LESSEN project has fully funded 14 research positions to work on algorithmic solutions to challenges in conversational intelligence. We are a diverse team of researchers based at multiple universities in the Netherlands, with expertise in information retrieval, natural language processing, machine learning, and customer psychology. As part of the LESSEN project, which is funded by the Dutch Research Council (NWO), we work together with industrial stakeholders Achmea, Ahold Delhaize, Albert Heijn, Bol.com, KPN, and Rasa to develop chat-based conversational agents.
LESSEN project description
The LESSEN project aims to develop, implement, and test advanced chat-based conversational AI agents that are safe, transparent, and tailored for lesser-resourced tasks and domains. LESSEN concentrates on tasks, domains, and scenarios with fewer resources. By combining theoretical and experimental methodologies, LESSEN aims to tackle issues including computational efficiency, limited data availability, and privacy considerations. The project also aims to democratize conversational AI technology and promote its responsible use. Key research questions include:
- How to build and adapt conversational agents efficiently?

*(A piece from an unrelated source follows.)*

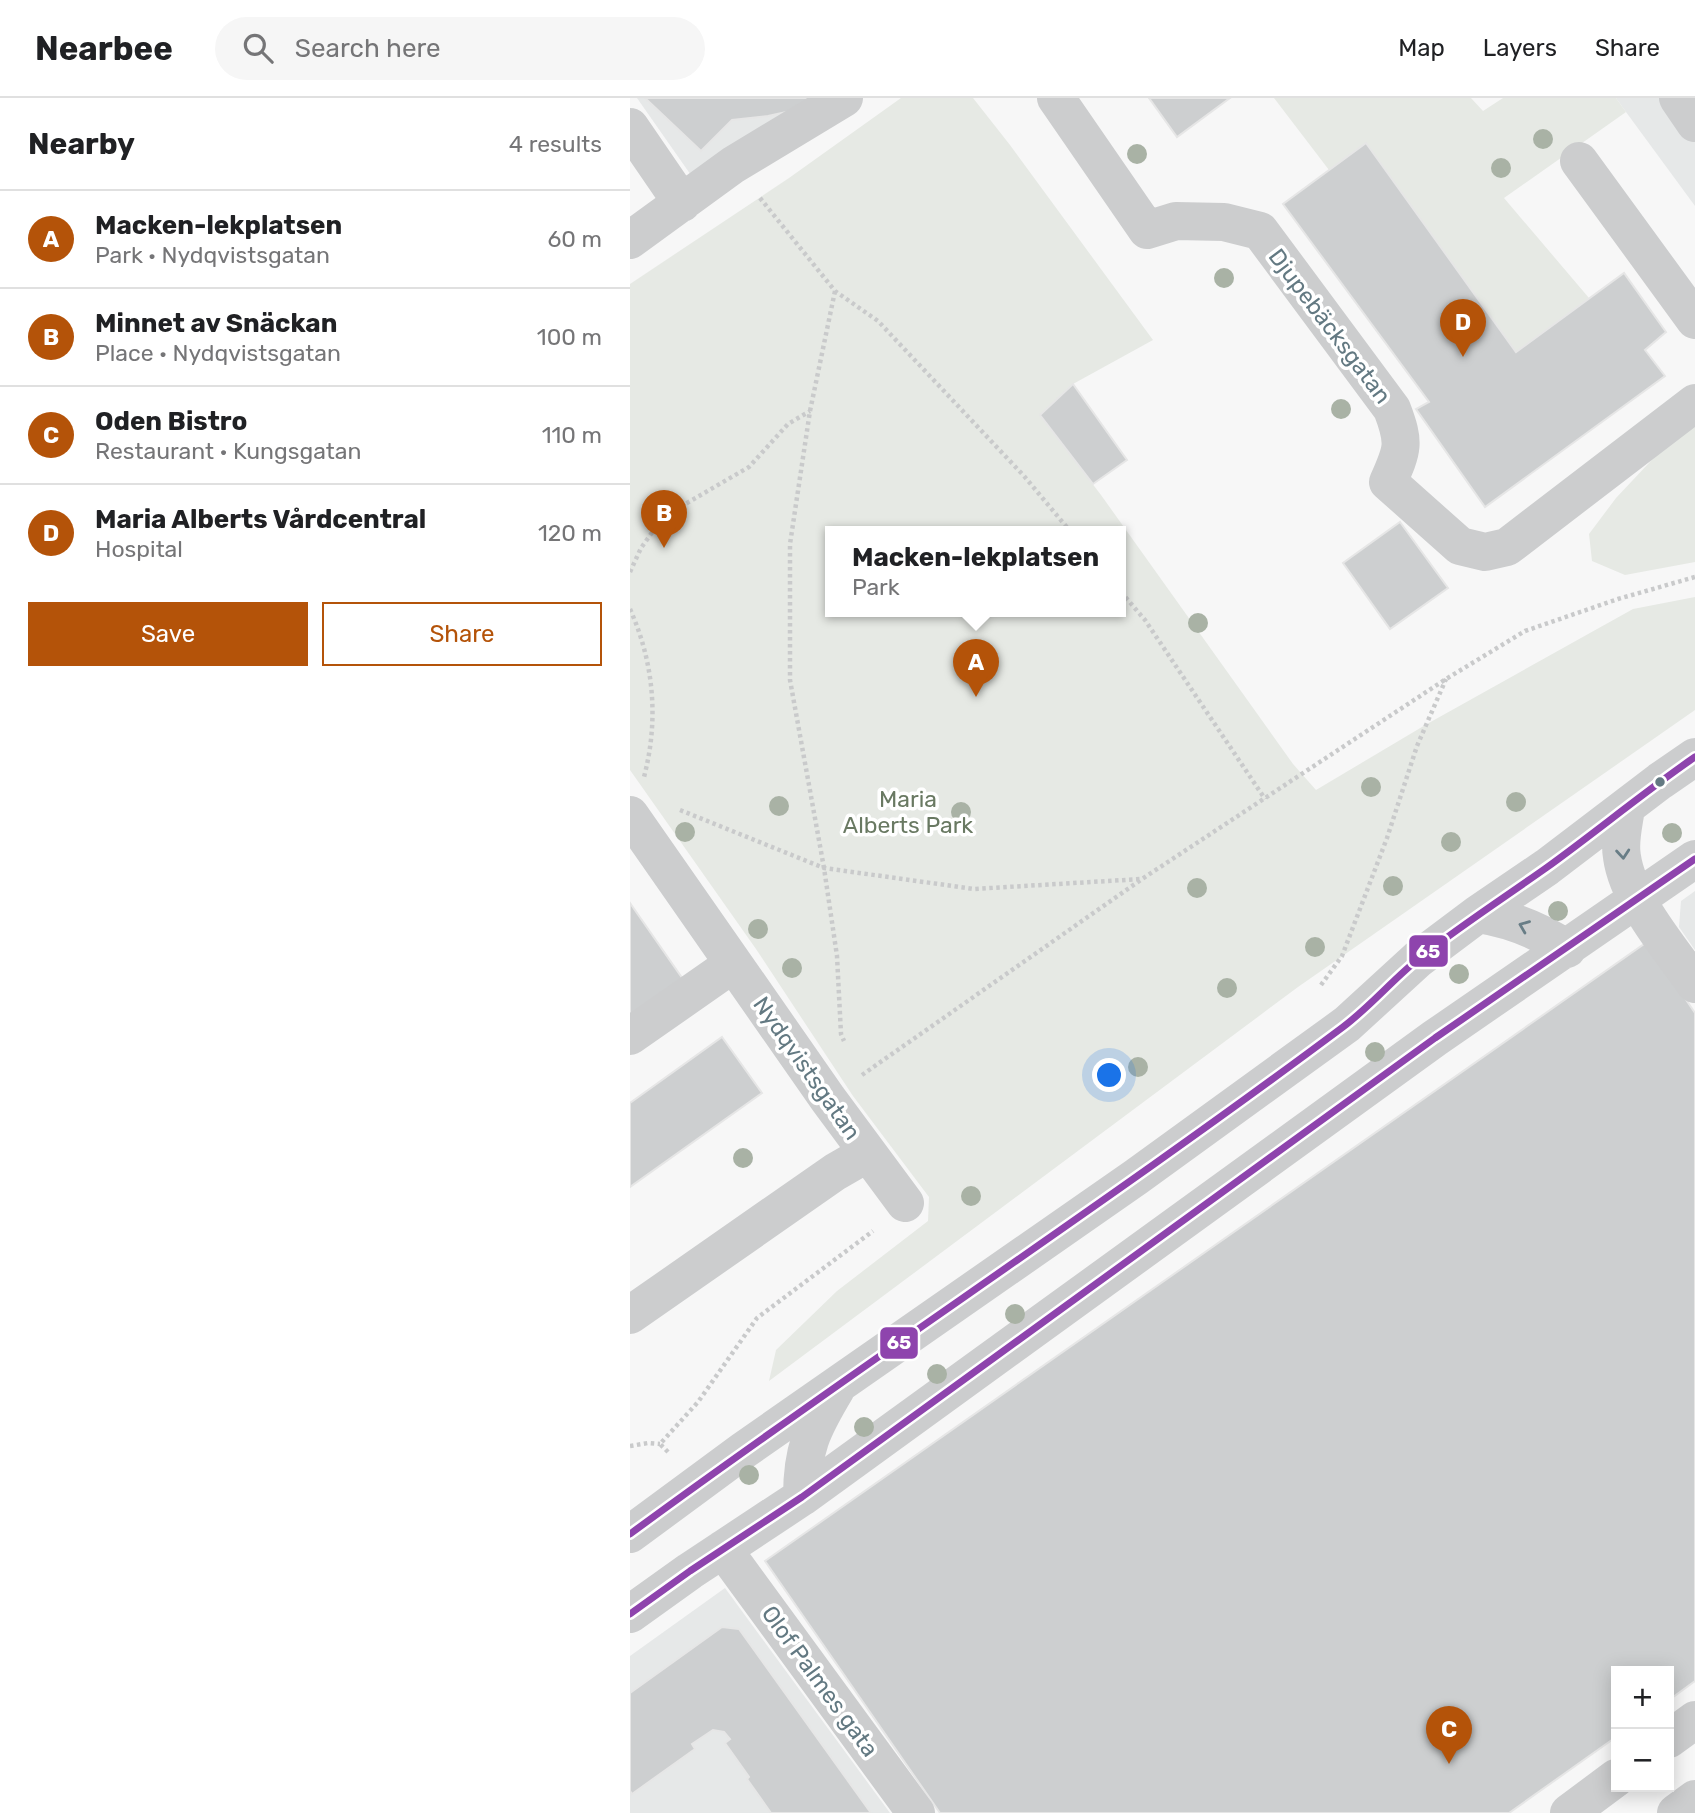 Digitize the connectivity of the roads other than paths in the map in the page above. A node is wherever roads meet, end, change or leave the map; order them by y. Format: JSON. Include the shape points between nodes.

- How to generate engaging conversations across low-resource domains?
- How to ensure safety, privacy, and transparency in conversational AI?
Therefore LESSEN is organized along three research lines, each of which constitutes two work packages to address scientific challenges of the project which are (i) the development of neural architectures that are compute and resource efficient; (ii) domain adaptation and data augmentation; and (iii) safety, privacy, and transparency. By tackling urgent research topics, LESSEN aims to democratize conversational AI technology for the Dutch language. With strong connections to academic and industrial partners, LESSEN achieves to have a significant scientific impact by establishing new benchmarks, developing innovative methods, and enhancing collaboration within the research community.
- PhD 1: Parsimonious architectures
- PhD 2: Parsimonious architectures
- PhD 3: Efficient data use and re-use
- PhD 4: Efficient data use and re-use
- PhD 5: Domain adaptation
- PhD 6: Domain adaptation
- PhD 7: Data augmentation
- PhD 8: Data augmentation
- PhD 9: Safety and privacy protection
- PhD 10: Safety and privacy protection
- PhD 11: Transparency and explainability
- PhD 12: Transparency and explainability
- Postdoc: Evaluation
- Research engineer: Knowledge utilization
We provide further descriptions below.
Descriptions of the research positions
Xinyi Chen : Parsimonious architectures. This PhD project is aimed at making neural networks for conversational agents more efficient. How can we reduce their data and compute footprint, both at training time and at inference time? Knowledge distillation has emerged as a potential solution, allowing small student models to learn from, and emulate the performance of, large teacher models. In this project you will develop neural architecture search methods to effectively emulate large conversational models subject to limited memory and parameter budgets.
- Supervisor: Maarten de Rijke (m.derijke@uva.nl, http://staff.fnwi.uva.nl/m.derijke)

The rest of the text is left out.